COOPER: But they’re not running for an office…
CLINTON: Well, I didn’t know… to be honest I wasn’t – I wasn’t committed to running. I didn’t know whether I would or not.
COOPER: You didn’t think you were going to run for president again?
CLINTON: I didn’t. You know when I was Secretary of State, several times I said, you know, I think I’m done.
To begin with, when critics are essentially accusing you of legalized bribery, saying you took huge amounts of money because “that’s what they offered” has to be the single dumbest response I can think of.
But let’s focus on the “I didn’t know I was going to run” excuse. Regardless of the intention, Clinton’s answer just sounds bad. By saying she wouldn’t have taken the money if she knew she was running for president again, she makes it sounds as though her regret is purely political in nature. It jibes too well with her statement that using a private email server as Secretary of State was a mistake only because of the political fallout. Indeed, Clinton goes on to tell Cooper that she didn’t regret taking the money at all.
It’s also extremely disingenuous.

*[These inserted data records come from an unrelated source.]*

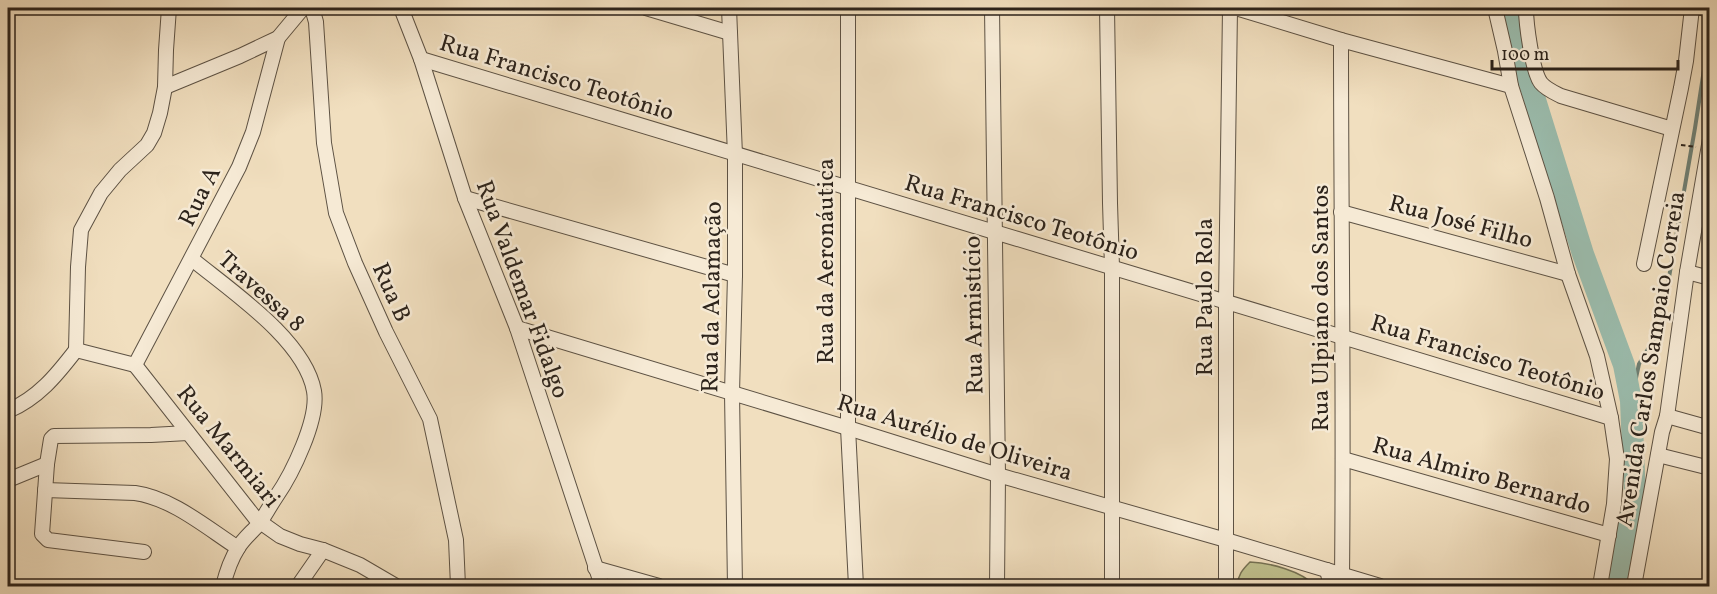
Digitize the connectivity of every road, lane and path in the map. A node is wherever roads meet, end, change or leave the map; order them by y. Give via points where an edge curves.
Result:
1 (170, 8) edge
2 (303, 8) edge
3 (312, 8) edge
4 (401, 8) edge
5 (646, 8) edge
6 (729, 8) edge
7 (848, 8) edge
8 (992, 8) edge
9 (1107, 8) edge
10 (1230, 8) edge
11 (1236, 8) edge
12 (1495, 8) edge
13 (1526, 8) edge
14 (1692, 8) edge
15 (1701, 8) edge
16 (1710, 10) edge
17 (729, 33) junction
18 (278, 38) junction
19 (1341, 40) junction
20 (421, 59) junction
21 (1511, 86) junction
22 (165, 87) junction
23 (1672, 129) junction
24 (1686, 146) dead end
25 (1706, 146) edge
26 (735, 155) junction
27 (847, 188) junction
28 (465, 198) junction
29 (1341, 212) junction
30 (995, 233) junction
31 (192, 259) junction
32 (1644, 264) dead end
33 (1112, 267) junction
34 (1687, 272) junction
35 (1568, 274) junction
36 (735, 275) junction
37 (1710, 278) edge
38 (1226, 300) junction
39 (517, 328) junction
40 (1341, 336) junction
41 (76, 350) junction
42 (135, 365) junction
43 (732, 393) junction
44 (8, 411) edge
45 (1667, 416) junction
46 (1611, 418) junction
47 (848, 428) junction
48 (1710, 428) edge
49 (188, 433) junction
50 (1658, 454) junction
51 (1343, 459) junction
52 (46, 464) junction
53 (1710, 468) edge
54 (998, 475) junction
55 (8, 480) edge
56 (45, 490) junction
57 (1112, 507) junction
58 (260, 522) junction
59 (1609, 535) junction
60 (1226, 540) junction
61 (238, 548) junction
62 (323, 550) junction
63 (144, 552) dead end
64 (595, 568) junction
65 (1327, 570) junction
66 (1341, 576) junction
67 (223, 586) edge
68 (298, 586) edge
69 (396, 586) edge
70 (458, 586) edge
71 (602, 586) edge
72 (660, 586) edge
73 (735, 586) edge
74 (856, 586) edge
75 (997, 586) edge
76 (1112, 586) edge
77 (1226, 586) edge
78 (1331, 586) edge
79 (1380, 586) edge
80 (1600, 586) edge
81 (1634, 586) edge

1 - 22 street
2 - 18 street
3 - 70 street, Rua B via 324,143 336,213 354,263 430,419 456,540
4 - 20 street, Rua Valdemar Fidalgo
5 - 17 street
6 - 17 street, Rua da Aclamação
7 - 27 street, Rua da Aeronáutica
8 - 30 street, Rua Armistício
9 - 33 street
10 - 38 street, Rua Paulo Rola
11 - 19 street
12 - 21 street, Avenida Carlos Sampaio Correia
13 - 23 street via 1534,64 1539,81 1549,90
14 - 23 street, Avenida Carlos Sampaio Correia
15 - 16 street
17 - 26 street, Rua da Aclamação
18 - 22 street
18 - 31 street, Rua A via 239,167
19 - 21 street
19 - 29 street, Rua Ulpiano dos Santos
20 - 26 street, Rua Francisco Teotônio
20 - 28 street, Rua Valdemar Fidalgo
21 - 35 street, Avenida Carlos Sampaio Correia
22 - 41 street via 147,146 101,193 81,230
23 - 32 street, Avenida Carlos Sampaio Correia
24 - 25 path
25 - 34 street, Avenida Carlos Sampaio Correia
26 - 27 street, Rua Francisco Teotônio
26 - 36 street, Rua da Aclamação
27 - 30 street, Rua Francisco Teotônio
27 - 47 street, Rua da Aeronáutica
28 - 36 street
28 - 39 street, Rua Valdemar Fidalgo
29 - 35 street, Rua José Filho
29 - 40 street, Rua Ulpiano dos Santos
30 - 33 street, Rua Francisco Teotônio
30 - 54 street, Rua Armistício
31 - 42 street, Rua A
31 - 58 street, Travessa 8 via 285,336 309,374 314,392 315,408 299,453
33 - 38 street, Rua Francisco Teotônio
33 - 57 street
34 - 37 street
34 - 45 street, Avenida Carlos Sampaio Correia
35 - 46 street, Avenida Carlos Sampaio Correia via 1598,356
36 - 43 street, Rua da Aclamação
38 - 40 street, Rua Francisco Teotônio
38 - 60 street, Rua Paulo Rola
39 - 43 street, Rua Aurélio de Oliveira
39 - 64 street, Rua Valdemar Fidalgo
40 - 46 street, Rua Francisco Teotônio
40 - 51 street, Rua Ulpiano dos Santos
41 - 42 street
41 - 44 street via 44,389
42 - 49 street, Rua Marmiari
43 - 47 street, Rua Aurélio de Oliveira
43 - 73 street, Rua da Aclamação
45 - 48 street
45 - 50 street, Avenida Carlos Sampaio Correia
46 - 59 street, Avenida Carlos Sampaio Correia via 1617,459
47 - 54 street, Rua Aurélio de Oliveira
47 - 74 street, Rua da Aeronáutica
49 - 52 street via 54,436
49 - 58 street, Rua Marmiari
50 - 53 street
50 - 81 street, Avenida Carlos Sampaio Correia
51 - 59 street, Rua Almiro Bernardo
51 - 66 street, Rua Ulpiano dos Santos
52 - 55 street
52 - 56 street
54 - 57 street, Rua Aurélio de Oliveira
54 - 75 street, Rua Armistício
56 - 61 street via 148,495
56 - 63 street via 42,534 48,540
57 - 60 street, Rua Aurélio de Oliveira
57 - 76 street
58 - 61 street, Travessa 8
58 - 62 street, Rua Marmiari via 280,536
59 - 80 street, Avenida Carlos Sampaio Correia
60 - 65 street, Rua Aurélio de Oliveira
60 - 77 street, Rua Paulo Rola
61 - 67 street, Travessa 8
62 - 68 street
62 - 69 street, Rua Marmiari
64 - 71 street, Rua Valdemar Fidalgo
64 - 72 street
65 - 66 street, Rua Aurélio de Oliveira
65 - 78 street
66 - 79 street, Rua Aurélio de Oliveira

From the second she left office in 2013, even a casual political observer knew that Clinton planned to run for president again. She can swear up and down that the notion suddenly popped into her head in April 2015, but voters simply aren’t going to buy it. At the very least, Goldman Sachs surely would have thought they were paying a future presidential candidate.
The “I wasn’t committed to running” excuse also fails to account for the fact that Clinton gave a $250,000 speech to private equity firm Apollo Global Management the same exact day she announced her presidential run. In the preceding months, she also gave $225,000+ speeches to giant corporations like eBay, UBS Wealth Management, Oracle, Wyndham Hotel Group, and more. And she only stopped personally taking cash from banks once she started running for president, at which point she focused on giving speeches at banks in exchange for campaign donations.
Most importantly, Clinton is entirely missing the point of the criticism. Yes, there are some worries that the transaction was something of a quid pro quo, and that Goldman Sachs’ speaking fees were intended to garner executive favors down the road. Clinton’s response that she hadn’t even decided to run for president yet adequately addresses that point.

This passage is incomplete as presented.